Kesahihan dan Kekeliruan
• Kekeliruan perlu dibedakan dengan kesahihan.
• Pada umunya kekeliruan berati menerima sebagai benar apa yang dinyatakan salah atau menyangkal apa yang senyatanya benar.
• Kekeliruan adalah segala sesuatu yang menyangkut tindakan kognitif subyek penahu, sedangkan kesalahan adalah hasil dari tindakan tersebut.
•Kekeliruan muncul akibat kegagalan dalam mengidentifikasi bukti yang tepat, menganggap bukti sudah mencukupi padahal belum atau sebaliknya menganggap bukti belum cukup padahal sudah.
•Kekeliruan dapat dikarenakan gegabah dalam menegaskan putusan tentang suatu perkara.  
•Faktor yang dapat memungkinkan terjadinya kekeliruan misalnya kompleksitas atau kekaburan perkara yang menjadi persoalan.

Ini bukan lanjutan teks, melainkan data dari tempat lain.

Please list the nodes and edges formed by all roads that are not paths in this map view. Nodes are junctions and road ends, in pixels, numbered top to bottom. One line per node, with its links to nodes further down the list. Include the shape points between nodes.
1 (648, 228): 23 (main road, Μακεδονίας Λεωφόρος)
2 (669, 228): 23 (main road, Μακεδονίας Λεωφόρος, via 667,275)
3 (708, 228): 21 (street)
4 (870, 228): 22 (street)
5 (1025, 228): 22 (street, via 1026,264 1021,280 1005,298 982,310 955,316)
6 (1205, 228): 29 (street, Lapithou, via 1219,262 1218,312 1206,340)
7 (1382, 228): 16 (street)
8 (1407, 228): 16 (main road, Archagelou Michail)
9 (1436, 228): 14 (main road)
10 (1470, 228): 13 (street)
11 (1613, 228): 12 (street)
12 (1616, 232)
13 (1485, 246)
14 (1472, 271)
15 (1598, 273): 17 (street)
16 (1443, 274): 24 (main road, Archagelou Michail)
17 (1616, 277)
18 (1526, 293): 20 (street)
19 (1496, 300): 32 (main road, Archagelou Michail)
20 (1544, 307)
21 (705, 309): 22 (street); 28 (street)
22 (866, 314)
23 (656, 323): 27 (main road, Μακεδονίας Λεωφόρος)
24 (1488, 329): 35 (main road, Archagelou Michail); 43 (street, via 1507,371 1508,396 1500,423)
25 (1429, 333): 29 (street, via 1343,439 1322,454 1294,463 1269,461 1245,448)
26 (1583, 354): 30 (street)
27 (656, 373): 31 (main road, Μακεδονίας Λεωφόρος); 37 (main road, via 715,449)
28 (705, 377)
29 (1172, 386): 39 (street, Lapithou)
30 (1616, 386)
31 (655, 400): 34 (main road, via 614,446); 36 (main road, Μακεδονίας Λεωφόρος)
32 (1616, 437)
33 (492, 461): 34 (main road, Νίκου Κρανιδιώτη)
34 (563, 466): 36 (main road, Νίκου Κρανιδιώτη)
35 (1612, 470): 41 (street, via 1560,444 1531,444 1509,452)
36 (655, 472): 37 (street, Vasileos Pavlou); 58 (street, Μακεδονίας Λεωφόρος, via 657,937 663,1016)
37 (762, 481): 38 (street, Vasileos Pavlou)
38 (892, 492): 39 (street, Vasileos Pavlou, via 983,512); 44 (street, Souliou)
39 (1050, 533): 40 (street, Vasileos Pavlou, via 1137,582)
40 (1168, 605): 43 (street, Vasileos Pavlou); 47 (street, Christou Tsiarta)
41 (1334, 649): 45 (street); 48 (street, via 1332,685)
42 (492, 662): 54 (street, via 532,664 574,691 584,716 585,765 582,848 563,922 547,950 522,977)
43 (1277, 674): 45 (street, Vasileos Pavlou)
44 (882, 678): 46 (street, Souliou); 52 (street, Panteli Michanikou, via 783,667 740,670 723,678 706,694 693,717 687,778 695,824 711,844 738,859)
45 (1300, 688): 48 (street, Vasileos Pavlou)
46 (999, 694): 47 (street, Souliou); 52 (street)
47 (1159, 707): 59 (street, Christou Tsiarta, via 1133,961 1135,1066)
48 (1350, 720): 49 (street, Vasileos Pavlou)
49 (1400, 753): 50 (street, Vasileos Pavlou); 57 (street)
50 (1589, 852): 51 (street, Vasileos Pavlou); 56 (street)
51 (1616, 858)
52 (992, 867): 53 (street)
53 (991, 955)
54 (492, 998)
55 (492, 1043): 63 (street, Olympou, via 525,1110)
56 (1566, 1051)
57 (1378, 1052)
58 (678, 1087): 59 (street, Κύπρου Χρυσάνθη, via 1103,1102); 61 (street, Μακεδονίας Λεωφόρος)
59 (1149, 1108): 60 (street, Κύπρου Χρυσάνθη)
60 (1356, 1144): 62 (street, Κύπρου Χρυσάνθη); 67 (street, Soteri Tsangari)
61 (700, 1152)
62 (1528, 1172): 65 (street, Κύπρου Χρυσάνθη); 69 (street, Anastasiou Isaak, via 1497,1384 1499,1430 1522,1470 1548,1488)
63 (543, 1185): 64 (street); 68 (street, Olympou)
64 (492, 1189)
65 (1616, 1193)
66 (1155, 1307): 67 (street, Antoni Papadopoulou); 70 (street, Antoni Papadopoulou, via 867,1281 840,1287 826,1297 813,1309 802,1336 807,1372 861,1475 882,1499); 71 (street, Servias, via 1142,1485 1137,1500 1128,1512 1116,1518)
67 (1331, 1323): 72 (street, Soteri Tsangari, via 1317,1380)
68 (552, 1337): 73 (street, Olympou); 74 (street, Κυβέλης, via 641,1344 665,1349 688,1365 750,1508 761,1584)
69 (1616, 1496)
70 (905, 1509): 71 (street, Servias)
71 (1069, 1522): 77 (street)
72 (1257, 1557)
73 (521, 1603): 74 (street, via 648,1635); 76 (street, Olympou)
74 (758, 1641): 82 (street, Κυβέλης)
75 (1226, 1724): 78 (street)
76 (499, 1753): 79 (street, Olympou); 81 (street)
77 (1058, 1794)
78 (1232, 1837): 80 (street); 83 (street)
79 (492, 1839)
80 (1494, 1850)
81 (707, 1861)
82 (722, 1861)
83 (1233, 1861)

Sedangkan faktor-faktor yang menyebabkan terjadinya kekeliruan misalnya:
1.Sikap terburu-buru dan kurang perhatian dalam salah satu tahap atau keseluruhan proses  kegiatan mengetahui
2.Sikap takut salah yang keterlaluan atau sebaliknya sikap terlalu gegabah dalam melangkah. Sikap yang pertama menyebabkan orang menganggap belum cukup bukti untuk dapat menerima kebenaran padahal sebenarnya sudah cukup, sedangkan sikap yang kedua terlalu cepatr merasa cukup menegfaskan benar atau salah, padahal belum cukup bukti.
3.Kerancuan atau kebingungan akibat emosi, frustasi, perasaan yang entah mengganggu konsentrasi  atau membuat kurang terbuka terhadap bukti-bukti yang tersedia.
4.Prasangka dan bias-bias, baik individu maupun sosial.
5.Keliru dalam penalaran atau tidak mematuhi aturan-aturan logika.